Lo que el divorcio brinda, precisamente, es esa posibilidad de elegir, de decidir, lo cual conlleva una pérdida, y como bien lo dice su etimología, busca también una separación, ir en direcciones opuestas, diversificar ese camino. Está claro que el objetivo de los matrimonios basados en un contrato social no es el amor, pero me parece que el divorcio sí está del lado del amor, ya que posibilita escuchar al otro, darle su lugar de diferencia y favorecer la discrepancia; con todo el amor, entender que el otro ya no quiere seguir en esa relación.
Por otra parte, del lado del divorcio se pierden ideales de lo que sería una familia “feliz”, se pierden amigos, se pierden momentos con los hijos por los tiempos divididos, si es que hay hijos de por medio: se pierde tiempo de vida, y se pierde lo que una fue en esa relación. Por eso puede ser tan difícil y doloroso divorciarse, porque en un mundo que apuesta por ganar y nunca perder, poder decir no y optar por divorciarse es un acto de amor, tanto para la expareja como para los hijos.

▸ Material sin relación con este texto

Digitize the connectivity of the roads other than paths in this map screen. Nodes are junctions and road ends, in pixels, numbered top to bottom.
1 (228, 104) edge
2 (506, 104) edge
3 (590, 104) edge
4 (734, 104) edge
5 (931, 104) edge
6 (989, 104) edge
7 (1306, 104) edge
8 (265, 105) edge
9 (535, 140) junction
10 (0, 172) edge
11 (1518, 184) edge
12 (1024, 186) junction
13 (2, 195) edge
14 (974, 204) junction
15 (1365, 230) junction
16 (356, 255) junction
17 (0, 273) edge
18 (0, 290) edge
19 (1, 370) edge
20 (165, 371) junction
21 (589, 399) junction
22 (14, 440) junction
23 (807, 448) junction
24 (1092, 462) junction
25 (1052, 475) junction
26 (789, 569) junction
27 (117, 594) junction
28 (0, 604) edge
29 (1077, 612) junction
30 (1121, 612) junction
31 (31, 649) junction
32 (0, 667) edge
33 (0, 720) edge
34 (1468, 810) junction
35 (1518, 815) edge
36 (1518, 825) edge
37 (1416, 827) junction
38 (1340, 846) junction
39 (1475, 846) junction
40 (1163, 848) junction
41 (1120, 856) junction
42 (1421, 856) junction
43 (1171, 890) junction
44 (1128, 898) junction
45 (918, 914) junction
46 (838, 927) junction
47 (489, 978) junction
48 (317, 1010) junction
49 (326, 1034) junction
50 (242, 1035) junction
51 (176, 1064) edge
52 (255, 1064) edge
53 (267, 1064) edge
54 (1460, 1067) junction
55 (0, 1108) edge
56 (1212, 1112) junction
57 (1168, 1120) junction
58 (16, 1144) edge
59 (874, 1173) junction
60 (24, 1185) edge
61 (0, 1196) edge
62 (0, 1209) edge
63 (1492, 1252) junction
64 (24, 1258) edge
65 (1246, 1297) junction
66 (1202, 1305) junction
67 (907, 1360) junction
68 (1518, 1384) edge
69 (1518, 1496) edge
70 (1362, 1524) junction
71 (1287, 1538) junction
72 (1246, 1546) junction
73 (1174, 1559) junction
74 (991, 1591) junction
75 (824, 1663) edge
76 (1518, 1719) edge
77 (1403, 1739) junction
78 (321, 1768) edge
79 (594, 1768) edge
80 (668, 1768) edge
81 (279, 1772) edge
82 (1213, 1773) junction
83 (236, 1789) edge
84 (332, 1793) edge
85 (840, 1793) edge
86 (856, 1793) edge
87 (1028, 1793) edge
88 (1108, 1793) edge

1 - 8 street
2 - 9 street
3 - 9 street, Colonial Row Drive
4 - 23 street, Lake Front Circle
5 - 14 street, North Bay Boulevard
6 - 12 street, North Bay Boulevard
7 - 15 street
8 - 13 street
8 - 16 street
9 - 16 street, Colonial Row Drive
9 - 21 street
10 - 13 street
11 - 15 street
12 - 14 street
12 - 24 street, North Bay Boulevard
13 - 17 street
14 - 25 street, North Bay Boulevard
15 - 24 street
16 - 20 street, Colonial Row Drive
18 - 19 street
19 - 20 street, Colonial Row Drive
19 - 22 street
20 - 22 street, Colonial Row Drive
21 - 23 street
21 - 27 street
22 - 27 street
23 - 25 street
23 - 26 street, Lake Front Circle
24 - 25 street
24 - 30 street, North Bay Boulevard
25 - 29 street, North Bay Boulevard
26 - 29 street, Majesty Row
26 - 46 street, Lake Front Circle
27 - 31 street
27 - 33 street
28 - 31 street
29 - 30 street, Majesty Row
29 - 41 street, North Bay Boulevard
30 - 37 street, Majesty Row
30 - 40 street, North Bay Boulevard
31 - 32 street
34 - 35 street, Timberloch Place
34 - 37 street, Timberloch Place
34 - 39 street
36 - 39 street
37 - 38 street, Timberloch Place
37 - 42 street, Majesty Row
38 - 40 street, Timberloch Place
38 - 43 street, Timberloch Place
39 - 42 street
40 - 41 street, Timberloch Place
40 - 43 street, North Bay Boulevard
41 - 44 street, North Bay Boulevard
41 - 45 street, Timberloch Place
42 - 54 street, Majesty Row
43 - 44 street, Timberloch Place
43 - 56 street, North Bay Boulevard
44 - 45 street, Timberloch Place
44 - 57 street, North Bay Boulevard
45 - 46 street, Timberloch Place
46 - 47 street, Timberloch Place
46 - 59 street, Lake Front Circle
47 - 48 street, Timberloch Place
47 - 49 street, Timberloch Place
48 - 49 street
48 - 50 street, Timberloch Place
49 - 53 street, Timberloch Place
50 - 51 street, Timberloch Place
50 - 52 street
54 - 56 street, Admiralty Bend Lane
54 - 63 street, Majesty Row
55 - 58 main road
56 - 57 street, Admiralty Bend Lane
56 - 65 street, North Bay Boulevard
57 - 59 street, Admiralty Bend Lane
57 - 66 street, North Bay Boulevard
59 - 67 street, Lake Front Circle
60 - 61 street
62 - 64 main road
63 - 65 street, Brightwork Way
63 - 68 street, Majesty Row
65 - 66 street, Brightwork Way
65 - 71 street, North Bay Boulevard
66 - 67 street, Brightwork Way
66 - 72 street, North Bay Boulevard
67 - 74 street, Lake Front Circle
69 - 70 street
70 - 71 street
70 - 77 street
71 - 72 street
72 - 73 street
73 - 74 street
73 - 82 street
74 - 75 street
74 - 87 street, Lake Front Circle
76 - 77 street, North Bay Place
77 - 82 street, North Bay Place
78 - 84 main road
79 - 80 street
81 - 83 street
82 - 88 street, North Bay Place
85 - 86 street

Finalmente, si han leído mis textos anteriores podrán ver que otra constante que señalo es la influencia social, política y económica que hay en las formas de relacionarnos y cómo esto tiene efectos en la psique. Por eso les pregunto a mis lectores: ¿acaso no conocen a alguien que está en proceso de divorcio o incluso ya está divorciado en cuestión de meses? Como vemos, si en la antigüedad el divorcio era algo muy difícil de conseguir, hoy es una decisión más común, donde se abre la posibilidad de poder verlo como una situacion que es parte de la vida, aceptando y alojando las diferencias y las discrepancias, dejando de lado los tradicionalismos y convenciones de esos contratos sociales donde se intenta no perder nada.